* _The problem_: Find how many lines of the following entries contain "image". Reply with the number alone.

Data items
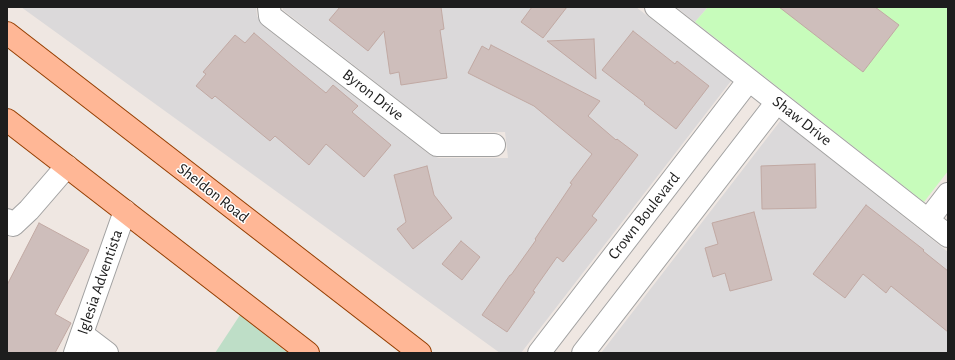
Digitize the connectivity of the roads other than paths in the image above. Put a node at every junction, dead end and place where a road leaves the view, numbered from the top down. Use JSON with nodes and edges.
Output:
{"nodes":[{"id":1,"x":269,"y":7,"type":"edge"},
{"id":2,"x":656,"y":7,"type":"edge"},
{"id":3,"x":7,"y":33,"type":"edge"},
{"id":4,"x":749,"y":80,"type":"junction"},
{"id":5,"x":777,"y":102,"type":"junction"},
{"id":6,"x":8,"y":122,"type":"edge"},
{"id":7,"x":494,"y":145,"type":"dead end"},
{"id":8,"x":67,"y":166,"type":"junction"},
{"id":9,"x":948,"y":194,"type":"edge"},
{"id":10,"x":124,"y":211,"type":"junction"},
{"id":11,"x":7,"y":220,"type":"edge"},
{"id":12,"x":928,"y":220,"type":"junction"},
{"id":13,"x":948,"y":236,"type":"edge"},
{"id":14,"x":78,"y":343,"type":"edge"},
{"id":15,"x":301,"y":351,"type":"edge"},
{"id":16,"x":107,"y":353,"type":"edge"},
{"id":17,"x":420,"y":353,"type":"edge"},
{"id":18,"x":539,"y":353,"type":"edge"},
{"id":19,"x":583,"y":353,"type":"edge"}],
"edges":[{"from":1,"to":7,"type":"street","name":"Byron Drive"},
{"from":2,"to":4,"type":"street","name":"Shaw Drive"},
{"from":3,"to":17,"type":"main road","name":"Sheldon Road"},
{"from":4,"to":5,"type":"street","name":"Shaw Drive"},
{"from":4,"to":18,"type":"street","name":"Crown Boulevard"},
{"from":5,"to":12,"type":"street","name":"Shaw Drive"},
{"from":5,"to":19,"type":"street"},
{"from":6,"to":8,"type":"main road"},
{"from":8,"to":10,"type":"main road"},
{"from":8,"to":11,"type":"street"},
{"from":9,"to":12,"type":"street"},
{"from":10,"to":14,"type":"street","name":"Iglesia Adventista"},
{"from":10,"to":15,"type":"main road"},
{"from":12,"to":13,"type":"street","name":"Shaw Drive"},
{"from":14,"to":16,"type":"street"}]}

---

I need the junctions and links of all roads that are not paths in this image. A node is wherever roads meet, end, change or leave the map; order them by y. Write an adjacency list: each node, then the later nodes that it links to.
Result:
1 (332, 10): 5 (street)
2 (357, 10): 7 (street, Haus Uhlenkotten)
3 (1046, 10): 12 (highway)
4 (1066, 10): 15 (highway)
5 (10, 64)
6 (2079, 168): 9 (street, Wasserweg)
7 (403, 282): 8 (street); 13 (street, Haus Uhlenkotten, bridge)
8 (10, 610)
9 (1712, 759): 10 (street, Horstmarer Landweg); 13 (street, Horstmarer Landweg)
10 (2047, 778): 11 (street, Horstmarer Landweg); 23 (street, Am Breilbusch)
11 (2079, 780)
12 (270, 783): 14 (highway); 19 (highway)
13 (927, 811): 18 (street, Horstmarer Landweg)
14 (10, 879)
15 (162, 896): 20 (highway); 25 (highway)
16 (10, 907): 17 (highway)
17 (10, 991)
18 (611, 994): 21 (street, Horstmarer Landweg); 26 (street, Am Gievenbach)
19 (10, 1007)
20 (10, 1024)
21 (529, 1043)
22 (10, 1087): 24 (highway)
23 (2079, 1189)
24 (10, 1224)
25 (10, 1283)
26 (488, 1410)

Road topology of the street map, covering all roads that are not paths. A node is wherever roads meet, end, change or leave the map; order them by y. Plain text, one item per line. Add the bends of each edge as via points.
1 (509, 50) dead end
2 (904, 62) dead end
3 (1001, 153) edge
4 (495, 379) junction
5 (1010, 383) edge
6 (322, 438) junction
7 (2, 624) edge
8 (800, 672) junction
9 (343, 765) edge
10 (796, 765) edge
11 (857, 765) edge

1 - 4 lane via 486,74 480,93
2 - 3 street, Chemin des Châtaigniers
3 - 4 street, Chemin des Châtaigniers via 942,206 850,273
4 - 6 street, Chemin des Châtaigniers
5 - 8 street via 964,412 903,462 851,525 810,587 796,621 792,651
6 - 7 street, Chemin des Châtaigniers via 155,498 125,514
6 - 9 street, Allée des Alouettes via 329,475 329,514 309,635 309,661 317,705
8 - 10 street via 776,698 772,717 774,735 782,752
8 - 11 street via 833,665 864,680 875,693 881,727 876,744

* _Response box_: 2